◆ Stored data entries
◇ ◇ ◇ ◇

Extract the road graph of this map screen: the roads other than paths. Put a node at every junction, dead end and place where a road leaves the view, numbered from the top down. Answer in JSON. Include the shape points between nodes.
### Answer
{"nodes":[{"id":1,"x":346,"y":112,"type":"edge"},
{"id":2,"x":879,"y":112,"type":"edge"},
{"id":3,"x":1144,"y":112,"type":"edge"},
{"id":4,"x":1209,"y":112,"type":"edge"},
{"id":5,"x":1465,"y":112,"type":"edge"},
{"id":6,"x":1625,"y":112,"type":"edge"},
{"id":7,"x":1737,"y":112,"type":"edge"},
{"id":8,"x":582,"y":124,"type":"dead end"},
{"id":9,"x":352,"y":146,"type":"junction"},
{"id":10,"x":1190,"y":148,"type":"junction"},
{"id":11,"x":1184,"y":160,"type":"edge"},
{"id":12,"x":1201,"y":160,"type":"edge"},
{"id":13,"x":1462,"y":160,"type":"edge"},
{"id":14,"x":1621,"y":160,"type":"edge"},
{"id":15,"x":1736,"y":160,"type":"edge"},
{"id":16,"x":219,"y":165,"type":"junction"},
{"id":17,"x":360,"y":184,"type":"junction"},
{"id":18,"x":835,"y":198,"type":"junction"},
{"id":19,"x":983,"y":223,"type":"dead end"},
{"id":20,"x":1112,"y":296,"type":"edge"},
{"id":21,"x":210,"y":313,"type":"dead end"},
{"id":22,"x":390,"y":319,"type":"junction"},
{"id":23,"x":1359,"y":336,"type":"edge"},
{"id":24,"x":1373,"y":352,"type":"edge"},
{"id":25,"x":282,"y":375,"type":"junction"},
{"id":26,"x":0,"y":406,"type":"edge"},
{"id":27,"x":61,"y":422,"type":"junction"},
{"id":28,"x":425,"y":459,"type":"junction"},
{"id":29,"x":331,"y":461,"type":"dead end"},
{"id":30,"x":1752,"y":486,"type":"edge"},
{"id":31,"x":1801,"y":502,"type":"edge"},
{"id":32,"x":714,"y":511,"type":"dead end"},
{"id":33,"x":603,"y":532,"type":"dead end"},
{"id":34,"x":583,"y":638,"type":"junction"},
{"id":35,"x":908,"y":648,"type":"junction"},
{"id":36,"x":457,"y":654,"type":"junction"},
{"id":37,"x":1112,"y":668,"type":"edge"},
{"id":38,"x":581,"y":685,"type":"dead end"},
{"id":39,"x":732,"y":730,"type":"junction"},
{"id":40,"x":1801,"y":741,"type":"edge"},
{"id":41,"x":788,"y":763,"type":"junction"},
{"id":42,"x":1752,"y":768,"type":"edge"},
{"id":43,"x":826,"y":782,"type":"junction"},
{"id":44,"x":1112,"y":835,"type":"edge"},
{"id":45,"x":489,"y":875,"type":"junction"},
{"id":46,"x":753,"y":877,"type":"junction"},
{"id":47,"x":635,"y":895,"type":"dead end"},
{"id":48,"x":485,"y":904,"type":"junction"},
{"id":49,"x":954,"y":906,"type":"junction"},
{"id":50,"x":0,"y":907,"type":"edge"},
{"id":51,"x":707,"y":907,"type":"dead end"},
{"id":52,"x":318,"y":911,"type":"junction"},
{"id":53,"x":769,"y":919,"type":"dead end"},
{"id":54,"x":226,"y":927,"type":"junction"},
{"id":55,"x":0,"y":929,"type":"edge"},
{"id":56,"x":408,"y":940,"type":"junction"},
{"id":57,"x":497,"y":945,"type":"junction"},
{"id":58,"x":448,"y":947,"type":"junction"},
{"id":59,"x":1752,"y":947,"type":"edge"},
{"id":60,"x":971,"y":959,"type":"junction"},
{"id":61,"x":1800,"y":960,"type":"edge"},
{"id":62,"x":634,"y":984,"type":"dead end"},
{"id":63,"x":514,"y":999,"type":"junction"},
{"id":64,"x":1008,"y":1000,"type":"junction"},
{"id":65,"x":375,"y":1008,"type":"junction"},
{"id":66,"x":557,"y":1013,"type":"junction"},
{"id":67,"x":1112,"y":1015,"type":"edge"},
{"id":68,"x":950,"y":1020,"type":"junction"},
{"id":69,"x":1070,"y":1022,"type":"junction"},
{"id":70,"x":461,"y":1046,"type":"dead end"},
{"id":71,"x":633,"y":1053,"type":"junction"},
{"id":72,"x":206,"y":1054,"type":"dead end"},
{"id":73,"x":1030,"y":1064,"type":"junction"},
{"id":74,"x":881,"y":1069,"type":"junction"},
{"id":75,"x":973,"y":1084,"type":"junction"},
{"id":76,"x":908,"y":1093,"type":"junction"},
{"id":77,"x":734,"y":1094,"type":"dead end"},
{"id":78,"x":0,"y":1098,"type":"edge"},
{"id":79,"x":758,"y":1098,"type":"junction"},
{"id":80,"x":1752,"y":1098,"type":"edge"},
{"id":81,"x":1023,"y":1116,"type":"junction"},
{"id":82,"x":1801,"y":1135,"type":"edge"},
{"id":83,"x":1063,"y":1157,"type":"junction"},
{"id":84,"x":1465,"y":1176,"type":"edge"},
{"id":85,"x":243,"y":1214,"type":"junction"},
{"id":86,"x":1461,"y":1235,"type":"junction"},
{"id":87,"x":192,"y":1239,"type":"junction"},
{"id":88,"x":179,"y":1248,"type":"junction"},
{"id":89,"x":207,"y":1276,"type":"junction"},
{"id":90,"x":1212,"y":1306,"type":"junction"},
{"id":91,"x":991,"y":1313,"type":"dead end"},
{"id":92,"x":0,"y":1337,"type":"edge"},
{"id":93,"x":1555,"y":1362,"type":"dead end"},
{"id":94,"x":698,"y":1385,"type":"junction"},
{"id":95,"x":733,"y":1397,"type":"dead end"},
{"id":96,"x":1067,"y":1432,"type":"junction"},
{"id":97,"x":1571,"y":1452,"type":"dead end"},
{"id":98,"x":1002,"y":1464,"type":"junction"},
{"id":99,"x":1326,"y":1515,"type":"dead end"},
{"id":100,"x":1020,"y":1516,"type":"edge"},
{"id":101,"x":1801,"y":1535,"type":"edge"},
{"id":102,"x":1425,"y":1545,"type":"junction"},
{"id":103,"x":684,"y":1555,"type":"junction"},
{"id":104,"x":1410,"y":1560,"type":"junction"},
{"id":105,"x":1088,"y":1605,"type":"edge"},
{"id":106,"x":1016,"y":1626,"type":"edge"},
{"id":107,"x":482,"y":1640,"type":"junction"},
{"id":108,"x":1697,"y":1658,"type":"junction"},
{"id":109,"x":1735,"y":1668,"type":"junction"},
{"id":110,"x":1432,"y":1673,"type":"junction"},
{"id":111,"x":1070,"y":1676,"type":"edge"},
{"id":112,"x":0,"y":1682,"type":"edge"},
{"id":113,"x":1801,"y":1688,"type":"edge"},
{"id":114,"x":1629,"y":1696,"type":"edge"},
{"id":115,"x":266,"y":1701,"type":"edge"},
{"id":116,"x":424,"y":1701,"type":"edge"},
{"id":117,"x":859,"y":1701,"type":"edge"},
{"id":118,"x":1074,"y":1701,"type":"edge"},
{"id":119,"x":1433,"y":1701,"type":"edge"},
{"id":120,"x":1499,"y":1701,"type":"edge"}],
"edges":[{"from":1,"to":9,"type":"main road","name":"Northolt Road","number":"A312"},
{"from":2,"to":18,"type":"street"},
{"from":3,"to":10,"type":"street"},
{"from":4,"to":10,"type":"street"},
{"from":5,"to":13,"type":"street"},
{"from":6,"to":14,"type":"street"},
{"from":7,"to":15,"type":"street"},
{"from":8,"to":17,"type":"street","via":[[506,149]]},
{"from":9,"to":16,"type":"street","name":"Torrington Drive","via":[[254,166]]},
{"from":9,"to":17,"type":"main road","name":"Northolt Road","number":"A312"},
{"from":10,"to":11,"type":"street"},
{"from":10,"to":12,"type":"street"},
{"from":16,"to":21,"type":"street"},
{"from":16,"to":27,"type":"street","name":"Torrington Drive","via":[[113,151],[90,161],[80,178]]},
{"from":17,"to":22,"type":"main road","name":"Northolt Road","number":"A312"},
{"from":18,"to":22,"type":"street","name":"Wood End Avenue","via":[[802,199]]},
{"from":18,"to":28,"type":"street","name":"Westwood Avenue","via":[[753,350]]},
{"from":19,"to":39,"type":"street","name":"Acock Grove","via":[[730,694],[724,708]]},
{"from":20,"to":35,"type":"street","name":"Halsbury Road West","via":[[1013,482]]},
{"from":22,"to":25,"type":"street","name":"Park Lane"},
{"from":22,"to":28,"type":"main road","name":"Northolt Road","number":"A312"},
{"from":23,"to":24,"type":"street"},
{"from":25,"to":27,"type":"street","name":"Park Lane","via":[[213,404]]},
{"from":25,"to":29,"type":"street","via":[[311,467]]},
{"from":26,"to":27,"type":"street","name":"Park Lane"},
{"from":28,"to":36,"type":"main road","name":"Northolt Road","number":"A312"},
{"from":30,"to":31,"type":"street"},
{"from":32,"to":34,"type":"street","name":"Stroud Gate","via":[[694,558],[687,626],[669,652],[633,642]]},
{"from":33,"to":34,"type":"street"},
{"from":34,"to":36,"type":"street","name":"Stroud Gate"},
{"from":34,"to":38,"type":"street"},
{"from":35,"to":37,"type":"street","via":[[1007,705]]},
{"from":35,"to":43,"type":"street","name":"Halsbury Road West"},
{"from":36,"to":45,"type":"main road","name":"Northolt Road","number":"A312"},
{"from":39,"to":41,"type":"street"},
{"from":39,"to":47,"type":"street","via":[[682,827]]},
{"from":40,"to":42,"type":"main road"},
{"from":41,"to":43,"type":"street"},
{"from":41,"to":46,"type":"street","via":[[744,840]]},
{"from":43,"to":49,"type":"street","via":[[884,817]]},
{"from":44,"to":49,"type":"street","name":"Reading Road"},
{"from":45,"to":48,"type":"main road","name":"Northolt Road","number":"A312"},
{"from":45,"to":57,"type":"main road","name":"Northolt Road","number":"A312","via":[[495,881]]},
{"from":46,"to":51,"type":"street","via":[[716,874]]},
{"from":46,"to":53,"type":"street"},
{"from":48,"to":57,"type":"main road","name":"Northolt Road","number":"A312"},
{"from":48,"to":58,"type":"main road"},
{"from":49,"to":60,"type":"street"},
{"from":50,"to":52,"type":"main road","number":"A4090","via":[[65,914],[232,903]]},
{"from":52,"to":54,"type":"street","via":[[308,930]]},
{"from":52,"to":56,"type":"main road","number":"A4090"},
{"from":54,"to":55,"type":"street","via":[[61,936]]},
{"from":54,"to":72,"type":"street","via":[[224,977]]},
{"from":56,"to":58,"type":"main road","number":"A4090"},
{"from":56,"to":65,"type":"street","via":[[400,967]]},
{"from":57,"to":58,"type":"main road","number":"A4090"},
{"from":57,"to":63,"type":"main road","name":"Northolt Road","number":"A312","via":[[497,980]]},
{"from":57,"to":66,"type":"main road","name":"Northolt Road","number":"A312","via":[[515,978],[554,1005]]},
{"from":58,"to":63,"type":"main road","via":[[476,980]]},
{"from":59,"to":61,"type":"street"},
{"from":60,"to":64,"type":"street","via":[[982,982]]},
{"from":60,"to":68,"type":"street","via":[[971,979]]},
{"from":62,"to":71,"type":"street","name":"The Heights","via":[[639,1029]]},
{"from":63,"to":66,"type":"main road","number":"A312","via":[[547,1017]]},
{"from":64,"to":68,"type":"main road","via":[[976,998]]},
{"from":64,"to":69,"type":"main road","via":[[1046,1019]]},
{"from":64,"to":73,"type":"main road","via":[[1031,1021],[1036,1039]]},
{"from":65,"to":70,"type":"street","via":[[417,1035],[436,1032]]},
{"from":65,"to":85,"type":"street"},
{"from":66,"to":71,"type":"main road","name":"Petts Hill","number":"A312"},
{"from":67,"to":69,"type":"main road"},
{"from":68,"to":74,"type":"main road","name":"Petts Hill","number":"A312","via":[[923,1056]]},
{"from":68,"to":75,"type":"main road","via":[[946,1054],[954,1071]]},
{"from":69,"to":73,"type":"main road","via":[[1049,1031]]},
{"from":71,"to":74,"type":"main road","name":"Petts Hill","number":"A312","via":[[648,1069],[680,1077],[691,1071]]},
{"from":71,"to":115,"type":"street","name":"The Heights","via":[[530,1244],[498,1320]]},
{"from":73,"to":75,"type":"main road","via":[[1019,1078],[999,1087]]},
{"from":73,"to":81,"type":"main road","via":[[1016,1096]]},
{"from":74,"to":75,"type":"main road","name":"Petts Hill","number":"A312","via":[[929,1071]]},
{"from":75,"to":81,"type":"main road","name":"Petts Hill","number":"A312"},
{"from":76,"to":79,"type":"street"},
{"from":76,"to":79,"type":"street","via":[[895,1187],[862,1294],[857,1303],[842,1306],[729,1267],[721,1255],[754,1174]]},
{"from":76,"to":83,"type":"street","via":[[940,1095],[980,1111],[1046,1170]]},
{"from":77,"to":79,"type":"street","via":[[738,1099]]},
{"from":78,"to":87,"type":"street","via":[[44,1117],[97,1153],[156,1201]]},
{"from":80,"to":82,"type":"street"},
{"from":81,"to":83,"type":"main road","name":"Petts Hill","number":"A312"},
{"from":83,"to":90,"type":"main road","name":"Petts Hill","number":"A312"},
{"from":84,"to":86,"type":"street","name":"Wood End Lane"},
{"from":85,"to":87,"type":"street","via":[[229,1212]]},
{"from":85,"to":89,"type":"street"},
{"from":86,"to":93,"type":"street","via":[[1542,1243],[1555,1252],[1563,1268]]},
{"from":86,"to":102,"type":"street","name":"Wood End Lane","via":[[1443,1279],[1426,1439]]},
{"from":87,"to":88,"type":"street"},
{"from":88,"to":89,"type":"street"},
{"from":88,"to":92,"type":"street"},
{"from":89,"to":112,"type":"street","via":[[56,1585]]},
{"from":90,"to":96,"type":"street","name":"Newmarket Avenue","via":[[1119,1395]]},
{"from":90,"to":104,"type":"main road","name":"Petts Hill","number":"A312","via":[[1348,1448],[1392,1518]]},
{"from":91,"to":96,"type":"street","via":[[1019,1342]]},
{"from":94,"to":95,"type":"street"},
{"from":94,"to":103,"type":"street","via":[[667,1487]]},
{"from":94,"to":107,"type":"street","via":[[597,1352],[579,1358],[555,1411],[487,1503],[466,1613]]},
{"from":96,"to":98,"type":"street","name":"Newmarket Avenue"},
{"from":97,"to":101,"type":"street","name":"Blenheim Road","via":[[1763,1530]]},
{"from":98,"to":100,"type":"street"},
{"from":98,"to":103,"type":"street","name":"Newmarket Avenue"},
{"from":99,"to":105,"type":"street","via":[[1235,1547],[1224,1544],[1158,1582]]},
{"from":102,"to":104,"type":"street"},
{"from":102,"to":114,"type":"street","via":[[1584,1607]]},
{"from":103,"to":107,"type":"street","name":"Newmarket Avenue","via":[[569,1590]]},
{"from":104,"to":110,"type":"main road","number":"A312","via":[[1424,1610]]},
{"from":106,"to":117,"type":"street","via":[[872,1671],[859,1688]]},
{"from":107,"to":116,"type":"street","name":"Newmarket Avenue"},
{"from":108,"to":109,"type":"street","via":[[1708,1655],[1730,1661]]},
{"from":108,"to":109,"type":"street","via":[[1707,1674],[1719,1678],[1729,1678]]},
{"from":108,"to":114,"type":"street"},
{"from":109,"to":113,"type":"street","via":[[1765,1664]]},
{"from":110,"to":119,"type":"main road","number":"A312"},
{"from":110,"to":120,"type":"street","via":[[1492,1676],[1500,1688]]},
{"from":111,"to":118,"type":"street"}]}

◇ ◇ ◇ ◇

◆ Task to complete
Track down every line in the entries that includes the string "Heights", and copy it.

◆ Solution to this task
{"from":62,"to":71,"type":"street","name":"The Heights","via":[[639,1029]]},
{"from":71,"to":115,"type":"street","name":"The Heights","via":[[530,1244],[498,1320]]},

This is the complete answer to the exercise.